* Problem details:
Wherever a line holds the word "Velešići", copy that line from the data.

*** Block opens ***

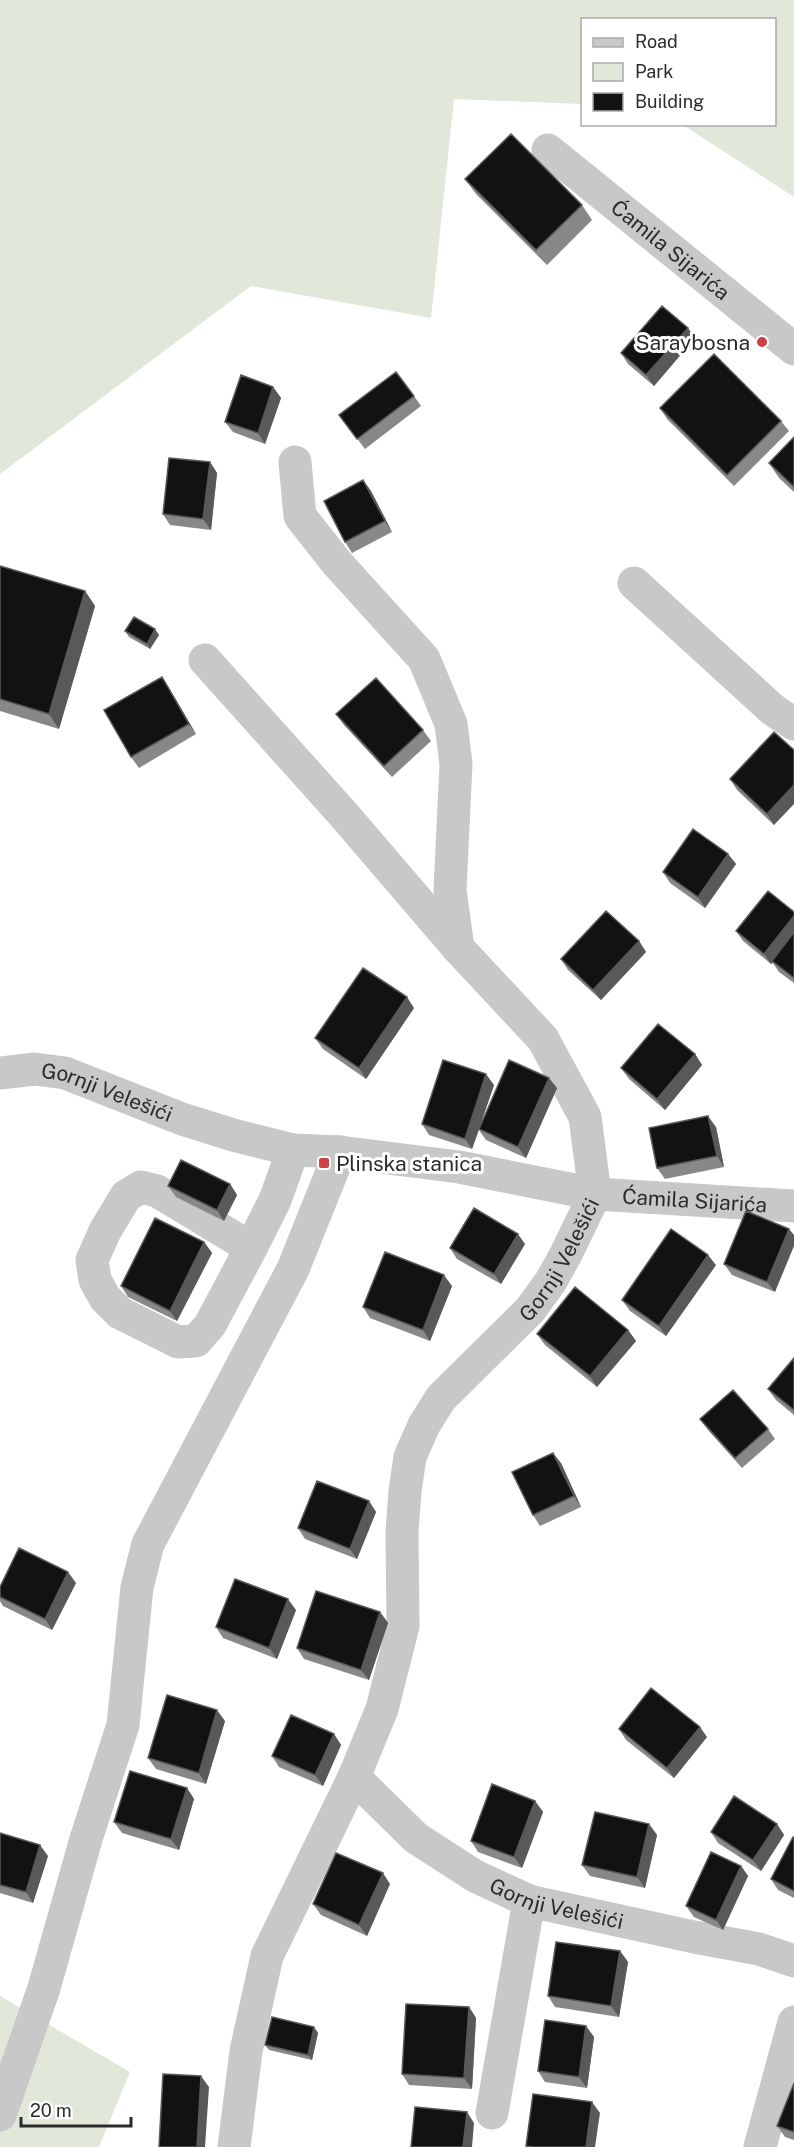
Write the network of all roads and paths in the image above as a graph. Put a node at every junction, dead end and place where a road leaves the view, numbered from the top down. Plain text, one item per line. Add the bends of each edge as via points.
1 (548, 150) dead end
2 (794, 349) edge
3 (295, 462) dead end
4 (634, 583) dead end
5 (204, 660) dead end
6 (794, 724) edge
7 (458, 948) junction
8 (0, 1073) edge
9 (293, 1150) junction
10 (340, 1152) junction
11 (595, 1194) junction
12 (794, 1206) edge
13 (251, 1248) junction
14 (354, 1777) junction
15 (530, 1901) junction
16 (794, 1961) edge
17 (794, 2022) edge
18 (492, 2113) dead end
19 (0, 2115) edge
20 (234, 2147) edge
21 (760, 2147) edge

1 - 2 street, Ćamila Sijarića
3 - 7 street via 300,516 424,659 451,724 456,764 450,890
4 - 6 street via 772,709
5 - 7 street via 337,806
7 - 11 street via 543,1039 585,1117
8 - 9 street, Gornji Velešići via 35,1069 65,1073 182,1119
9 - 10 street, Gornji Velešići
9 - 13 street via 275,1200
10 - 11 street, Gornji Velešići via 459,1167
10 - 19 street via 293,1269 148,1544 137,1587 123,1725 44,1988
11 - 12 street, Ćamila Sijarića
11 - 14 street, Gornji Velešići via 551,1281 530,1310 441,1398 410,1457 402,1532 403,1626 382,1709
13 - 13 street via 210,1325 196,1341 178,1342 120,1313 94,1280 92,1260 105,1231 126,1196 141,1187 158,1191
14 - 15 street, Gornji Velešići via 416,1838 475,1876
14 - 20 street, Gornji Velešići via 267,1956 246,2051
15 - 16 street, Gornji Velešići via 759,1949
15 - 18 street
17 - 21 street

*** Block closes ***

* Output for this task:
8 - 9 street, Gornji Velešići via 35,1069 65,1073 182,1119
9 - 10 street, Gornji Velešići
10 - 11 street, Gornji Velešići via 459,1167
11 - 14 street, Gornji Velešići via 551,1281 530,1310 441,1398 410,1457 402,1532 403,1626 382,1709
14 - 15 street, Gornji Velešići via 416,1838 475,1876
14 - 20 street, Gornji Velešići via 267,1956 246,2051
15 - 16 street, Gornji Velešići via 759,1949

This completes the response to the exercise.